The inherent bias and limitation of retrospective data analysis is acknowledged by the authors. In addition, we have included all procedures from the introduction of the DaVinci Xi and thus incorporated the learning curve of all three surgeons with the implication of underestimating the potential benefit of the robotic approach. The novelty of robotic surgery is reflected in the high variability in peritoneal access, docking and console time reported.

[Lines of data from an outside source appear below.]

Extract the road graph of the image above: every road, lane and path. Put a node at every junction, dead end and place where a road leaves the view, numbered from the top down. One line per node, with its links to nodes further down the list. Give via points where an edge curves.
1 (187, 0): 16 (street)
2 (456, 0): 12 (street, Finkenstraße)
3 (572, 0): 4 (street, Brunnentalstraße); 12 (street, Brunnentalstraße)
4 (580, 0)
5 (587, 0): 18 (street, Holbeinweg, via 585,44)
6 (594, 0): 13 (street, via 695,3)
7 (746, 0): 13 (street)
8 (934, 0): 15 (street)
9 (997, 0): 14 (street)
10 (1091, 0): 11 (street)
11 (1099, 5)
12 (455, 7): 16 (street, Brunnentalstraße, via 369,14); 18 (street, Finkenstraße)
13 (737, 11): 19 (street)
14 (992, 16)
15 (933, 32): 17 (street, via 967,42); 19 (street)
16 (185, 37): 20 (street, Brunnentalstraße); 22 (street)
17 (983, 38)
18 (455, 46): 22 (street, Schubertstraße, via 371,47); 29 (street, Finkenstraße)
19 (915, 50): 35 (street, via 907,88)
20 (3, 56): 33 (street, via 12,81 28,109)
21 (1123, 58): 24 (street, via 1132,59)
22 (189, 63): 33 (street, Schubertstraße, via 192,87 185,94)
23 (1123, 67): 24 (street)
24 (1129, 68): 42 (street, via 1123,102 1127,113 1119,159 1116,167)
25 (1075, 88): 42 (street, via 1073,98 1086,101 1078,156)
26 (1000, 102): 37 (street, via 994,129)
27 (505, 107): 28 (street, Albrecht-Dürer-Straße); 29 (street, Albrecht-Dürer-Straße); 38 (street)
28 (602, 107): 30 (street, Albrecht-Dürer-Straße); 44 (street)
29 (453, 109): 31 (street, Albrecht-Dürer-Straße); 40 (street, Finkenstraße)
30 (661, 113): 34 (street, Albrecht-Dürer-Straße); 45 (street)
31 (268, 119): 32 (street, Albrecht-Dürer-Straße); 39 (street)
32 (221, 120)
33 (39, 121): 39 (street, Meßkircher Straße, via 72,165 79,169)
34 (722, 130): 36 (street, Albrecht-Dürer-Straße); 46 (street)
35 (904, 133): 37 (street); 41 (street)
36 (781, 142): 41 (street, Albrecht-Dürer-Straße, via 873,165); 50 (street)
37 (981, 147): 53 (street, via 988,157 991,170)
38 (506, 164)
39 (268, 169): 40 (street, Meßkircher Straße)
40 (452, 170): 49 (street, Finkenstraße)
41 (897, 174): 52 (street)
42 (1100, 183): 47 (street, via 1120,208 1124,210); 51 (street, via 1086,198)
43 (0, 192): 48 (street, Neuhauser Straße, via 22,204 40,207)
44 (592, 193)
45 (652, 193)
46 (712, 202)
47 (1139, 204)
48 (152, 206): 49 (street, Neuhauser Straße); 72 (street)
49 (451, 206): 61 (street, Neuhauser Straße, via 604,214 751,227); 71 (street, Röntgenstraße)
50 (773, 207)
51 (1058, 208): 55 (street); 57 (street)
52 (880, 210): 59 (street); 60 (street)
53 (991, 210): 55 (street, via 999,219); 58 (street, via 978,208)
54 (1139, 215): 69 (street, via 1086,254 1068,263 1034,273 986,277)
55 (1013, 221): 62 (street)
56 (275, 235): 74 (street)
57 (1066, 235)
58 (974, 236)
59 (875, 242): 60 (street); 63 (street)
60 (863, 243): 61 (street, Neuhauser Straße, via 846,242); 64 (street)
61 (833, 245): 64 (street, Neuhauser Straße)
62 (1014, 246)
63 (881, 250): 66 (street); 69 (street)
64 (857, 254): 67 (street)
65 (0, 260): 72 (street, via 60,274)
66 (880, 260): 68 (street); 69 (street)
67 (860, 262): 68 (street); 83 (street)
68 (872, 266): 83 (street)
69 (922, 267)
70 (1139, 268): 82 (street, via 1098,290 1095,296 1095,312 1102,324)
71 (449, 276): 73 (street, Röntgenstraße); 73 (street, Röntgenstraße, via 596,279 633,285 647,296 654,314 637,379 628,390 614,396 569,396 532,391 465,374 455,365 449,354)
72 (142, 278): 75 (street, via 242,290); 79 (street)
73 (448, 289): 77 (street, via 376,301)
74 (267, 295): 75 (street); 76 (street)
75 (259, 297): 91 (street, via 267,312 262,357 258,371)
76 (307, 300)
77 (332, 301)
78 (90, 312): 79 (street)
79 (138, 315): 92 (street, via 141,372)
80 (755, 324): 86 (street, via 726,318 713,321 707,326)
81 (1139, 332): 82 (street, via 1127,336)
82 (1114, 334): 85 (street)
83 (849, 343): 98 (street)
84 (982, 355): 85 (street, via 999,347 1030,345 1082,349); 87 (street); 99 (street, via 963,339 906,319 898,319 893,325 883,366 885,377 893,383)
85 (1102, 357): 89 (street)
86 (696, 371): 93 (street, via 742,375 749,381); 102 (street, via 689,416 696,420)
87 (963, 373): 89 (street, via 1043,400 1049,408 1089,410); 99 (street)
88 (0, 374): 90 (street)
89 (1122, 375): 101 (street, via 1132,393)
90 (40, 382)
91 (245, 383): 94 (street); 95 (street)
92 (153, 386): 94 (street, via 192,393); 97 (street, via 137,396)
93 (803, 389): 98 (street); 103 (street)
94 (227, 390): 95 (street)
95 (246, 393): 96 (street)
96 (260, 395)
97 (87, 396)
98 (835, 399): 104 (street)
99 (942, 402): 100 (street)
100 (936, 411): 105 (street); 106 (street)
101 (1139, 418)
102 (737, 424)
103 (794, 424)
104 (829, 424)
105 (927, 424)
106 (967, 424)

Having the largest case series reported by a district general hospital in England our results are in line with the one obtained in tertiary centres shows that technique is feasible and reproducible in smaller centres with appropriate training.

As the similarity of our patient groups suggests, it is reasonable to anticipate that with enhanced experience, the average intraoperative time will ultimately align with the LCR.Indeed, it has been demonstrated that RCR has a flatter learning curve with both inexperienced and experienced minimally invasive surgeons and that the operative duration advantage of LCR diminishes with increased RCR case load, such that RCR TME becomes a briefer procedure24. Thus, a high-volume and a standardised system of operation, may aid to further reduce the cost of robotic surgery over time25. This is a comparative series and, as such, no power calculations were performed to determine the numbers required to avoid type two errors and, as a non-RCT, unintentional bias may have also influenced the potential advantages demonstrated.

Conclusions

This single-center study, representing the largest case series over two years at a district general hospital in England, investigated the non-inferiority of a robotic approach compared to laparoscopy for colorectal cancer treatment. Although the robotic data included cases from the learning curve, it demonstrated favourable surgical outcomes, including increased lymph node yield and shorter hospital stays, compared to laparoscopy. These findings suggest that robotics is a viable and effective alternative to laparoscopy for colorectal surgery, and the learning curve for experienced laparoscopic surgeons might be shallower with robotics. However, further research on the learning curve is warranted.